University of Miami housing complex moves forward
The University of Miami is steadily pushing ahead with its plans to replace the current student housing, built about 50 years ago, with accommodations that mirror the way young people learn today.
“Nothing impacts the quality of life for students who live on campus more than the quality of their on-campus housing,” the school’s housing website says. “As the University of Miami continues to rise as a top-tier research institution, so too do students’ expectations for a comfortable, secure and supportive living and learning environment.”
In late April, the final concrete slabs for the 25 interconnected buildings of Lakeside Village (the first of two new complexes) were completed and it was formally named, the website said. “The housing complex will be opening to its first residents in fall 2020 and will be primarily for sophomores, as well as juniors and seniors,” said Megan M. Ondrizek, the university’s executive director of communications and public relations.
The main structure is a seven-story, 540,000-square-foot building which will house 1,115 students on five residential floors. The lower floors will feature common indoor and outdoor spaces and offices for the university’s Division of Student Affairs. Apartments range from studio to four-bedroom; clustered around the main building are multi-use buildings, landscaped areas and a grand courtyard, all meant to serve as gathering spaces.
“In an effort to activate the space surrounding Lake Osceola, amenities include a large exhibition space for dynamic programming and other meeting spaces such as an auditorium, a classroom and multi-use pavilion,” a university release said earlier this year.
The second phase, Centennial Village, begins with the demolition of Stanford Residential College and Hecht Residential College, both built in the late 1960s, and the interior renovation of Eaton Residential College. Construction will be split into stages, with work projected to take place from 2020-2025, the university website said.

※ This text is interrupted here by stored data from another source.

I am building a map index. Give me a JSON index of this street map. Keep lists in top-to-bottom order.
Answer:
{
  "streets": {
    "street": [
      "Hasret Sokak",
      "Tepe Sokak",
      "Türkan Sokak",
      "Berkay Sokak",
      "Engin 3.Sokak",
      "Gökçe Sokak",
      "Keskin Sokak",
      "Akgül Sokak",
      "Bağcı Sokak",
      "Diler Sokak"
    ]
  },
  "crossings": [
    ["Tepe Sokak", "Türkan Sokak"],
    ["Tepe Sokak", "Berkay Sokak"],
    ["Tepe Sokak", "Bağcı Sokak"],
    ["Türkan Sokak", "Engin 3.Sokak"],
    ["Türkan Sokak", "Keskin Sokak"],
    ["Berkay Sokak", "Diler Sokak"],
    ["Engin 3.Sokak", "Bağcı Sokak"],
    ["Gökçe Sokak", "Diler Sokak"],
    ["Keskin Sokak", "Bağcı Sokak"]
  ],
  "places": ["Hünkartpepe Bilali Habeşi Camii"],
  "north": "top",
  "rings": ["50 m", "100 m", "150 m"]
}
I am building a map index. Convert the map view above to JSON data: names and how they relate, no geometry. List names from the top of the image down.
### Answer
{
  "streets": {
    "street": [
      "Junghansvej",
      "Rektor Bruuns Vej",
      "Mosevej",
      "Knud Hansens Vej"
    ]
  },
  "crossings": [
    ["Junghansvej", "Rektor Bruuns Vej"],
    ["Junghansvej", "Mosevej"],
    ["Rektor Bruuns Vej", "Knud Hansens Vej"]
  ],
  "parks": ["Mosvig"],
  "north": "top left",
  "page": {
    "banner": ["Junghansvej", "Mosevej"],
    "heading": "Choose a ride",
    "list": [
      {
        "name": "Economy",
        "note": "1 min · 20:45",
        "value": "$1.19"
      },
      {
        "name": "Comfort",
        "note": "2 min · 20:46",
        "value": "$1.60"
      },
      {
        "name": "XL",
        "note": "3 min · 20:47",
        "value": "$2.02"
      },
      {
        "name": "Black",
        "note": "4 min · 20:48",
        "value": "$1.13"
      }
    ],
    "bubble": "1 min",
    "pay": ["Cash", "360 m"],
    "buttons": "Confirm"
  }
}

“Centennial Village will continue the successful first-year experience program with live-in faculty as well as professional and student staff who support and enhance the freshman experience,” a university release said. “In addition to double rooms and an increased offering of single rooms for a combined total of an estimated 2,100 students (inclusive of Eaton Residential College), the new residential colleges will feature private bathrooms, kitchenettes located in shared resident lounges as well as classrooms and learning hubs. Additionally, Centennial Village will be positioned to take advantage of the many outdoor and programmatic elements of the Coral Gables campus surrounding Lake Osceola.”
“This isn’t just housing; it’s an extension of the learning environment,” Jim Smart, UM’s executive director of Housing and Residential Life, said earlier this year.
“We’ve learned a lot over 50 years,” Mr. Smart said. “We used to think of dorms as places just to sleep and study, but now we know a lot of learning, both formal and informal, goes on there. It’s really an extension of the classroom.”